EXERCISE OBJECTIVE | Below are the entries; determine how many of their lines contain the string "Calle" and give that figure alone.

[Stored items]
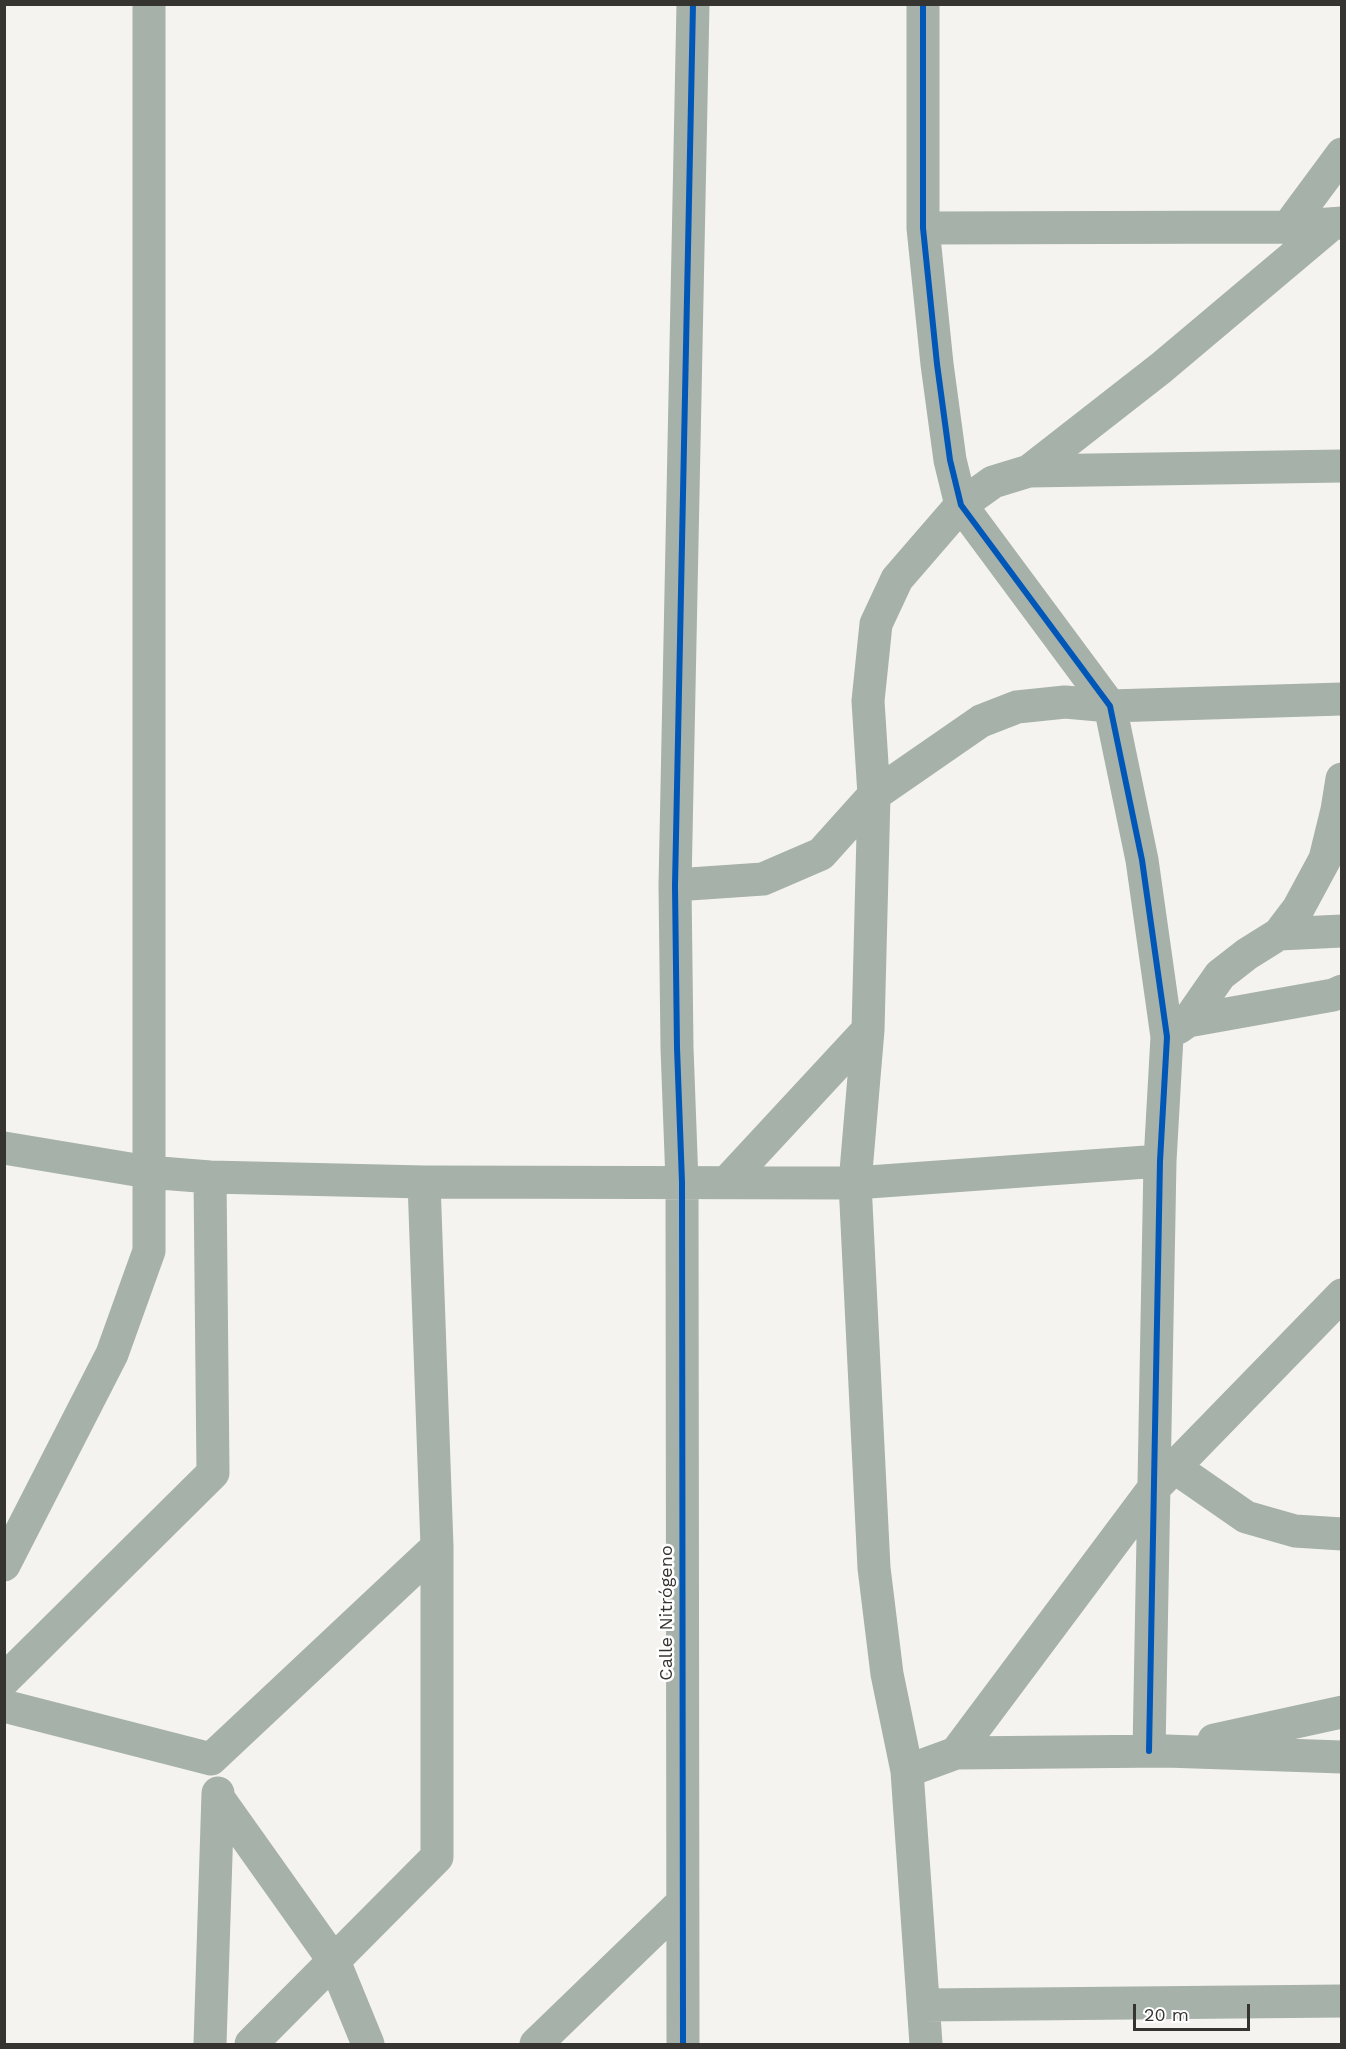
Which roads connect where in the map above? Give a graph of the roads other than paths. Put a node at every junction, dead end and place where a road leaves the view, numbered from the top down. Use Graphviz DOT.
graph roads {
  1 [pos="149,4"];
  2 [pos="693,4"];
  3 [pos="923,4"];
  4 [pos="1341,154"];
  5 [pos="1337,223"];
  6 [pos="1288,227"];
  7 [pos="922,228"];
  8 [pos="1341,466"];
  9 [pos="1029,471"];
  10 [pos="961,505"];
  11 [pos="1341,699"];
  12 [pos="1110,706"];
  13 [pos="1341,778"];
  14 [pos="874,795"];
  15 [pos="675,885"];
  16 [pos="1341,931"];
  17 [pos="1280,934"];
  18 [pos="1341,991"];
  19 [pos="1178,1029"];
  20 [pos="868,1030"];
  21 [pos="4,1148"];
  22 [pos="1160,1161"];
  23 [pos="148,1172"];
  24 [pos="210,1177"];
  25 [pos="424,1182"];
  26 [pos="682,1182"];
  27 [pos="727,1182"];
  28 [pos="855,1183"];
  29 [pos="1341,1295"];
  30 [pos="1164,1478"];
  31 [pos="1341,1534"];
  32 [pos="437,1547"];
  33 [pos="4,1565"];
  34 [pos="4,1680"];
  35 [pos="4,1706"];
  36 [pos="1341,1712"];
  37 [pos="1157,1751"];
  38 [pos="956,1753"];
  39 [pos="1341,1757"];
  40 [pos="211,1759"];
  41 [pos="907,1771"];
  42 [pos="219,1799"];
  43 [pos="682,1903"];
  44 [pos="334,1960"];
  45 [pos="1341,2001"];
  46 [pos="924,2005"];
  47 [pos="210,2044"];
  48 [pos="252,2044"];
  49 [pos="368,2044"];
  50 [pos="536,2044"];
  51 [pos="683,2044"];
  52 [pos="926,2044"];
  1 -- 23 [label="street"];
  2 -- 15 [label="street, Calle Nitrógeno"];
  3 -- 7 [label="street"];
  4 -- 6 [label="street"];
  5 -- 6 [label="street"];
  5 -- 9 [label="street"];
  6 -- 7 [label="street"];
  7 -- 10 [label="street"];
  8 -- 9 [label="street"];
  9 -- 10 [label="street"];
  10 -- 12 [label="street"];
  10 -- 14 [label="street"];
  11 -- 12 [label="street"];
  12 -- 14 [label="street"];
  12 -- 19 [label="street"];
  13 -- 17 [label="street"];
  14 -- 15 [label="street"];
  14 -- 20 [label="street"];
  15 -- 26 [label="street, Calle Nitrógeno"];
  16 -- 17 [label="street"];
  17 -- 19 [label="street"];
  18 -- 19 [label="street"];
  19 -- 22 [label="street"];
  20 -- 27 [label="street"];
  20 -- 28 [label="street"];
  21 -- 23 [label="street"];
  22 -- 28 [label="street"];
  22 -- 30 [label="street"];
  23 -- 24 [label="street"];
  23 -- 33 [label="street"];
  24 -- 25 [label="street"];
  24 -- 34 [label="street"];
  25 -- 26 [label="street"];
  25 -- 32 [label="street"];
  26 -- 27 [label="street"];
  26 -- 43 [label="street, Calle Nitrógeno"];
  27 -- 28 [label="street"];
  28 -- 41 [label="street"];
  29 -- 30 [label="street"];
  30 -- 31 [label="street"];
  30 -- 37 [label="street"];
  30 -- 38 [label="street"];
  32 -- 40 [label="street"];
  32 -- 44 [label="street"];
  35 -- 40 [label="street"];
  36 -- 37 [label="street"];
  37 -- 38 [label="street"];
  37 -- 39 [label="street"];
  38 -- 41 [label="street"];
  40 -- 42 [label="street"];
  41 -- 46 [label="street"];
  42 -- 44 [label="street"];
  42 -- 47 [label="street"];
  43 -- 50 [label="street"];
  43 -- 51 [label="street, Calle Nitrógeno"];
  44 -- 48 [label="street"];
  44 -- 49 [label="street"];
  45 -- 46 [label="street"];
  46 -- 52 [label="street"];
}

SOLVED PROBLEM | 4